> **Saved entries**

━━━━━━━━

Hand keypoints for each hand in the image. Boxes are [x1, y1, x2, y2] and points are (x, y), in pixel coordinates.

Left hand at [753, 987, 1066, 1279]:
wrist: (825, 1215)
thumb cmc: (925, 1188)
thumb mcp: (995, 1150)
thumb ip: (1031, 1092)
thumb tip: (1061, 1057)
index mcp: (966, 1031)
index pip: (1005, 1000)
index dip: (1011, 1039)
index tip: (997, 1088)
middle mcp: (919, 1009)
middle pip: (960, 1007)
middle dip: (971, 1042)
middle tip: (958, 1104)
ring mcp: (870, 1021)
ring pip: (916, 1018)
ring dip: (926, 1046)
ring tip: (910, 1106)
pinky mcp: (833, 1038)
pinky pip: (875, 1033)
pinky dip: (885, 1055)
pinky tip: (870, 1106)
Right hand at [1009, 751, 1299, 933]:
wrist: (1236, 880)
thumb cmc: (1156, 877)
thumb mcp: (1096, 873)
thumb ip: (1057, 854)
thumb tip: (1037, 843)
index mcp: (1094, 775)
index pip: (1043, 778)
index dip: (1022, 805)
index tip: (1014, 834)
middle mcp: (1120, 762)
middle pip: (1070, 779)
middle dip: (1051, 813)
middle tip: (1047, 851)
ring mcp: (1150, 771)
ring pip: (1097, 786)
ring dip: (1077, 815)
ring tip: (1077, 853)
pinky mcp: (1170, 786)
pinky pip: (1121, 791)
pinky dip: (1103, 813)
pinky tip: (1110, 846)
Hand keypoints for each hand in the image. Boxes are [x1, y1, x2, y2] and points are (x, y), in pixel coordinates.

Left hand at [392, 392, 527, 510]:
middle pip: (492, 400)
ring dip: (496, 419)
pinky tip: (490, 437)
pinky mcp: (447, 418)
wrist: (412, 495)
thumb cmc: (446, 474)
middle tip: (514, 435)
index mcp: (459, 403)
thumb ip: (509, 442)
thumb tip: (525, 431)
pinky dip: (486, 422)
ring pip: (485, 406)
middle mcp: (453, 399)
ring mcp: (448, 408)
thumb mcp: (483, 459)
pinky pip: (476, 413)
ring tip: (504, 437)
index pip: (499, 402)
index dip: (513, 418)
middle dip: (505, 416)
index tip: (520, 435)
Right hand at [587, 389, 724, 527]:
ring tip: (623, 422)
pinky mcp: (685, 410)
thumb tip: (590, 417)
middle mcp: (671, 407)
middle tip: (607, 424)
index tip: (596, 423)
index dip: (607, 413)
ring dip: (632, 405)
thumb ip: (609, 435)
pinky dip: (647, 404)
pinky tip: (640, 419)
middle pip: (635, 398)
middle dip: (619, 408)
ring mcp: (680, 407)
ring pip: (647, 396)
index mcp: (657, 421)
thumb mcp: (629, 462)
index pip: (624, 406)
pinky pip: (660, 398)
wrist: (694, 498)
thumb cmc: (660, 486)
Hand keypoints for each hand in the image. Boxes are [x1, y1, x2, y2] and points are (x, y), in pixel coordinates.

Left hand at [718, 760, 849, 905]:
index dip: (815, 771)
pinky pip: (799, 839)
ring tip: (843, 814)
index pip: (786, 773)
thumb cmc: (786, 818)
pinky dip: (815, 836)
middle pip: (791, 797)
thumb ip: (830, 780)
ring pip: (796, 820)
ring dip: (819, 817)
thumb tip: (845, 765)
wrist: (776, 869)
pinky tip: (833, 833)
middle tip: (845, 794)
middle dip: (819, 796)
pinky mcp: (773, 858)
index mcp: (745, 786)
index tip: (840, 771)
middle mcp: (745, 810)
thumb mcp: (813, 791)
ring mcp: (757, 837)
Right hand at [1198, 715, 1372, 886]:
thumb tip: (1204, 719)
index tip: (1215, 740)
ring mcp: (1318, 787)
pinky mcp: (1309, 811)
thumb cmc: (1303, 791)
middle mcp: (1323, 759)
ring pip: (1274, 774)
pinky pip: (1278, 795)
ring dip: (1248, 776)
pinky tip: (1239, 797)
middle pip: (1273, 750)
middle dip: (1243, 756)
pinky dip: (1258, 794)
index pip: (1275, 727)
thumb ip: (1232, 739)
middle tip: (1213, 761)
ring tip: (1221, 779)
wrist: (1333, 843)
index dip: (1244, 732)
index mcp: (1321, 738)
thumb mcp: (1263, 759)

━━━━━━━━

> **YOUR ASSIGNMENT**
Your answer should consist only of the lines from the one with "thumb ip: (830, 780)" through the last line of the entries above, retyped exactly.

> **RESULT OF THE EXERCISE**
thumb ip: (830, 780)
ring pip: (796, 820)
ring dip: (819, 817)
thumb tip: (845, 765)
wrist: (776, 869)
pinky tip: (833, 833)
middle tip: (845, 794)
middle dip: (819, 796)
pinky mcp: (773, 858)
index mcp: (745, 786)
index tip: (840, 771)
middle mcp: (745, 810)
thumb mcp: (813, 791)
ring mcp: (757, 837)
Right hand at [1198, 715, 1372, 886]:
thumb tip: (1204, 719)
index tip: (1215, 740)
ring mcp: (1318, 787)
pinky mcp: (1309, 811)
thumb cmc: (1303, 791)
middle mcp: (1323, 759)
ring pip: (1274, 774)
pinky pip: (1278, 795)
ring dip: (1248, 776)
pinky tip: (1239, 797)
middle pip: (1273, 750)
middle dip: (1243, 756)
pinky dip: (1258, 794)
index pip: (1275, 727)
thumb ip: (1232, 739)
middle tip: (1213, 761)
ring tip: (1221, 779)
wrist: (1333, 843)
index dip: (1244, 732)
index mcp: (1321, 738)
thumb mcp: (1263, 759)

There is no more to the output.